=== WHAT TO PRODUCE ===
Restate the data below, keeping every line the same.

=== DATA SUPPLIED ===
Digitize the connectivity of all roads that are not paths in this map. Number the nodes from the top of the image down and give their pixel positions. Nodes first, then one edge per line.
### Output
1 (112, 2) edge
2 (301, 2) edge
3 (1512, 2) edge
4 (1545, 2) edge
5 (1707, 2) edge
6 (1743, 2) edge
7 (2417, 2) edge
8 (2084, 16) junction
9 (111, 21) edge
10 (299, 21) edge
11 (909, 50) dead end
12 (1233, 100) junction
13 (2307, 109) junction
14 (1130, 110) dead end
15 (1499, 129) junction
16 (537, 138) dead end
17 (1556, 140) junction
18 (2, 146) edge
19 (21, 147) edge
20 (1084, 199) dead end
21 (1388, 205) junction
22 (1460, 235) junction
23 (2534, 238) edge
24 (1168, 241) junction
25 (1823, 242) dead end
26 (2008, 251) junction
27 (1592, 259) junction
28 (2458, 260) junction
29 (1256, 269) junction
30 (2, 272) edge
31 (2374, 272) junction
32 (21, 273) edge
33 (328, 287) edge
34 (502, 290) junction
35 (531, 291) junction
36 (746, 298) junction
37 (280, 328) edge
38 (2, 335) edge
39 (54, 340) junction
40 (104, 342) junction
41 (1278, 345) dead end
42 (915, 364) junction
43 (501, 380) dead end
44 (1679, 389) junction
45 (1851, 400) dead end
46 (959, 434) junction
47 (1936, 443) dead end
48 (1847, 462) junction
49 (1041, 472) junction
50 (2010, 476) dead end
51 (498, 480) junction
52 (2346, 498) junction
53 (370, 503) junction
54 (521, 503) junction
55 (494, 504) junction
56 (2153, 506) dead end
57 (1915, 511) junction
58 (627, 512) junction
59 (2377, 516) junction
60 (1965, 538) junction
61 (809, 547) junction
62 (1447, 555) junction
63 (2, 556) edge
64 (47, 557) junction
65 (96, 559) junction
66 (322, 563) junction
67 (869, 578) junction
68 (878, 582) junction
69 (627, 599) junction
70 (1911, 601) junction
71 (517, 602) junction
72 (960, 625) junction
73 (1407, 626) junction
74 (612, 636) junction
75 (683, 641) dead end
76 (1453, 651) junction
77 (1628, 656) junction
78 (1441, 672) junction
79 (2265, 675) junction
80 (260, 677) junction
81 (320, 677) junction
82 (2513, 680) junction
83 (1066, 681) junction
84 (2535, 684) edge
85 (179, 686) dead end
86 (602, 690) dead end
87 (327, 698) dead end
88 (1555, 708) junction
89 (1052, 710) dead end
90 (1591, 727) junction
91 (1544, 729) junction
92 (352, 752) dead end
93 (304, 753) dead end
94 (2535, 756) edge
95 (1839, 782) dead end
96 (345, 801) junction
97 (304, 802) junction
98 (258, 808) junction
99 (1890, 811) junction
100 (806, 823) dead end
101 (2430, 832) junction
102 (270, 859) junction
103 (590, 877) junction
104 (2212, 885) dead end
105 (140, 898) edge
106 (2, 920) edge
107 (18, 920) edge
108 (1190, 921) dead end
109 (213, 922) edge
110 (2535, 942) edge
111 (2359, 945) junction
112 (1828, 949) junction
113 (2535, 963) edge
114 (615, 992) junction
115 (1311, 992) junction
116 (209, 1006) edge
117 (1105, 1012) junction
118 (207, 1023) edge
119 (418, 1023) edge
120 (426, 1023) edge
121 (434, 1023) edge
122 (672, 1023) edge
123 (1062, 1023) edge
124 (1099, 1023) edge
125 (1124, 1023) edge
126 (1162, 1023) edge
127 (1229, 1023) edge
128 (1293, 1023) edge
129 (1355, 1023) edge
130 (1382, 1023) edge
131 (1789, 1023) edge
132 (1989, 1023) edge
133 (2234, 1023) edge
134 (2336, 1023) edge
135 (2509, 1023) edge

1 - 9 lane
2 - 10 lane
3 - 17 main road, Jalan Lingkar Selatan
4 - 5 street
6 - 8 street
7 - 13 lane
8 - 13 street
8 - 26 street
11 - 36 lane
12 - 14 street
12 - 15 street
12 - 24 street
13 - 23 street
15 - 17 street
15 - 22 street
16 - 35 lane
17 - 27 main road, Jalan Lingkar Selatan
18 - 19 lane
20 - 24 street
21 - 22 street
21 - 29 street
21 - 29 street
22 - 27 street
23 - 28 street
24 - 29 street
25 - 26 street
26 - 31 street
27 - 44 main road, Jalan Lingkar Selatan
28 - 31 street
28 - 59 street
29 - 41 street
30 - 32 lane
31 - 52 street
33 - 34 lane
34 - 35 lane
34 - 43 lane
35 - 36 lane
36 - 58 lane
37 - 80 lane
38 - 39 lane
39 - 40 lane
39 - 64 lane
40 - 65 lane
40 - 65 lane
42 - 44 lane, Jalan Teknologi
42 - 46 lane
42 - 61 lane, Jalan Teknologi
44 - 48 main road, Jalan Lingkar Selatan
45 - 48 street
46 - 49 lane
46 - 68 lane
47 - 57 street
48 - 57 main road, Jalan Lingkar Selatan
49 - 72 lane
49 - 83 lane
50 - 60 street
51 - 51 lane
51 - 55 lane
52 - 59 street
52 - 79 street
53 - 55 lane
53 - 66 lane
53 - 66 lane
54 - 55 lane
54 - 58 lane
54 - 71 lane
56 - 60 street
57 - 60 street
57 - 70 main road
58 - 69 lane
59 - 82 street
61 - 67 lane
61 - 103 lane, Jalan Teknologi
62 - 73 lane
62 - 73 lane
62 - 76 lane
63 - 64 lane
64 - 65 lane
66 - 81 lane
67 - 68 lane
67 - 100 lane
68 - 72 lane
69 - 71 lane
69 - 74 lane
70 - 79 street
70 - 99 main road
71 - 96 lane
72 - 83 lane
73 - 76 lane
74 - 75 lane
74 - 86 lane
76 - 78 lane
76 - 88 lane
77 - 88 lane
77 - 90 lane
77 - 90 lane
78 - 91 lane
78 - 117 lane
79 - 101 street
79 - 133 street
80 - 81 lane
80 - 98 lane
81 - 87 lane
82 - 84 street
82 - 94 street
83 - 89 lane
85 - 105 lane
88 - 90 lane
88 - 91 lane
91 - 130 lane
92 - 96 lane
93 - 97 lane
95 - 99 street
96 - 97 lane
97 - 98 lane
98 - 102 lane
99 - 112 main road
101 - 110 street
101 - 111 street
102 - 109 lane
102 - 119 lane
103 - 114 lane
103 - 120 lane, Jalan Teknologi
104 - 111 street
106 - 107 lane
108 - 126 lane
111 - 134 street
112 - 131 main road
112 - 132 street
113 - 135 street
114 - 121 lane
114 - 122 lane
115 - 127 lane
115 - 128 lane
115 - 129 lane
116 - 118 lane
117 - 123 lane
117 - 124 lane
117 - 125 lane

=== REPLY ===
Digitize the connectivity of all roads that are not paths in this map. Number the nodes from the top of the image down and give their pixel positions. Nodes first, then one edge per line.
### Output
1 (112, 2) edge
2 (301, 2) edge
3 (1512, 2) edge
4 (1545, 2) edge
5 (1707, 2) edge
6 (1743, 2) edge
7 (2417, 2) edge
8 (2084, 16) junction
9 (111, 21) edge
10 (299, 21) edge
11 (909, 50) dead end
12 (1233, 100) junction
13 (2307, 109) junction
14 (1130, 110) dead end
15 (1499, 129) junction
16 (537, 138) dead end
17 (1556, 140) junction
18 (2, 146) edge
19 (21, 147) edge
20 (1084, 199) dead end
21 (1388, 205) junction
22 (1460, 235) junction
23 (2534, 238) edge
24 (1168, 241) junction
25 (1823, 242) dead end
26 (2008, 251) junction
27 (1592, 259) junction
28 (2458, 260) junction
29 (1256, 269) junction
30 (2, 272) edge
31 (2374, 272) junction
32 (21, 273) edge
33 (328, 287) edge
34 (502, 290) junction
35 (531, 291) junction
36 (746, 298) junction
37 (280, 328) edge
38 (2, 335) edge
39 (54, 340) junction
40 (104, 342) junction
41 (1278, 345) dead end
42 (915, 364) junction
43 (501, 380) dead end
44 (1679, 389) junction
45 (1851, 400) dead end
46 (959, 434) junction
47 (1936, 443) dead end
48 (1847, 462) junction
49 (1041, 472) junction
50 (2010, 476) dead end
51 (498, 480) junction
52 (2346, 498) junction
53 (370, 503) junction
54 (521, 503) junction
55 (494, 504) junction
56 (2153, 506) dead end
57 (1915, 511) junction
58 (627, 512) junction
59 (2377, 516) junction
60 (1965, 538) junction
61 (809, 547) junction
62 (1447, 555) junction
63 (2, 556) edge
64 (47, 557) junction
65 (96, 559) junction
66 (322, 563) junction
67 (869, 578) junction
68 (878, 582) junction
69 (627, 599) junction
70 (1911, 601) junction
71 (517, 602) junction
72 (960, 625) junction
73 (1407, 626) junction
74 (612, 636) junction
75 (683, 641) dead end
76 (1453, 651) junction
77 (1628, 656) junction
78 (1441, 672) junction
79 (2265, 675) junction
80 (260, 677) junction
81 (320, 677) junction
82 (2513, 680) junction
83 (1066, 681) junction
84 (2535, 684) edge
85 (179, 686) dead end
86 (602, 690) dead end
87 (327, 698) dead end
88 (1555, 708) junction
89 (1052, 710) dead end
90 (1591, 727) junction
91 (1544, 729) junction
92 (352, 752) dead end
93 (304, 753) dead end
94 (2535, 756) edge
95 (1839, 782) dead end
96 (345, 801) junction
97 (304, 802) junction
98 (258, 808) junction
99 (1890, 811) junction
100 (806, 823) dead end
101 (2430, 832) junction
102 (270, 859) junction
103 (590, 877) junction
104 (2212, 885) dead end
105 (140, 898) edge
106 (2, 920) edge
107 (18, 920) edge
108 (1190, 921) dead end
109 (213, 922) edge
110 (2535, 942) edge
111 (2359, 945) junction
112 (1828, 949) junction
113 (2535, 963) edge
114 (615, 992) junction
115 (1311, 992) junction
116 (209, 1006) edge
117 (1105, 1012) junction
118 (207, 1023) edge
119 (418, 1023) edge
120 (426, 1023) edge
121 (434, 1023) edge
122 (672, 1023) edge
123 (1062, 1023) edge
124 (1099, 1023) edge
125 (1124, 1023) edge
126 (1162, 1023) edge
127 (1229, 1023) edge
128 (1293, 1023) edge
129 (1355, 1023) edge
130 (1382, 1023) edge
131 (1789, 1023) edge
132 (1989, 1023) edge
133 (2234, 1023) edge
134 (2336, 1023) edge
135 (2509, 1023) edge

1 - 9 lane
2 - 10 lane
3 - 17 main road, Jalan Lingkar Selatan
4 - 5 street
6 - 8 street
7 - 13 lane
8 - 13 street
8 - 26 street
11 - 36 lane
12 - 14 street
12 - 15 street
12 - 24 street
13 - 23 street
15 - 17 street
15 - 22 street
16 - 35 lane
17 - 27 main road, Jalan Lingkar Selatan
18 - 19 lane
20 - 24 street
21 - 22 street
21 - 29 street
21 - 29 street
22 - 27 street
23 - 28 street
24 - 29 street
25 - 26 street
26 - 31 street
27 - 44 main road, Jalan Lingkar Selatan
28 - 31 street
28 - 59 street
29 - 41 street
30 - 32 lane
31 - 52 street
33 - 34 lane
34 - 35 lane
34 - 43 lane
35 - 36 lane
36 - 58 lane
37 - 80 lane
38 - 39 lane
39 - 40 lane
39 - 64 lane
40 - 65 lane
40 - 65 lane
42 - 44 lane, Jalan Teknologi
42 - 46 lane
42 - 61 lane, Jalan Teknologi
44 - 48 main road, Jalan Lingkar Selatan
45 - 48 street
46 - 49 lane
46 - 68 lane
47 - 57 street
48 - 57 main road, Jalan Lingkar Selatan
49 - 72 lane
49 - 83 lane
50 - 60 street
51 - 51 lane
51 - 55 lane
52 - 59 street
52 - 79 street
53 - 55 lane
53 - 66 lane
53 - 66 lane
54 - 55 lane
54 - 58 lane
54 - 71 lane
56 - 60 street
57 - 60 street
57 - 70 main road
58 - 69 lane
59 - 82 street
61 - 67 lane
61 - 103 lane, Jalan Teknologi
62 - 73 lane
62 - 73 lane
62 - 76 lane
63 - 64 lane
64 - 65 lane
66 - 81 lane
67 - 68 lane
67 - 100 lane
68 - 72 lane
69 - 71 lane
69 - 74 lane
70 - 79 street
70 - 99 main road
71 - 96 lane
72 - 83 lane
73 - 76 lane
74 - 75 lane
74 - 86 lane
76 - 78 lane
76 - 88 lane
77 - 88 lane
77 - 90 lane
77 - 90 lane
78 - 91 lane
78 - 117 lane
79 - 101 street
79 - 133 street
80 - 81 lane
80 - 98 lane
81 - 87 lane
82 - 84 street
82 - 94 street
83 - 89 lane
85 - 105 lane
88 - 90 lane
88 - 91 lane
91 - 130 lane
92 - 96 lane
93 - 97 lane
95 - 99 street
96 - 97 lane
97 - 98 lane
98 - 102 lane
99 - 112 main road
101 - 110 street
101 - 111 street
102 - 109 lane
102 - 119 lane
103 - 114 lane
103 - 120 lane, Jalan Teknologi
104 - 111 street
106 - 107 lane
108 - 126 lane
111 - 134 street
112 - 131 main road
112 - 132 street
113 - 135 street
114 - 121 lane
114 - 122 lane
115 - 127 lane
115 - 128 lane
115 - 129 lane
116 - 118 lane
117 - 123 lane
117 - 124 lane
117 - 125 lane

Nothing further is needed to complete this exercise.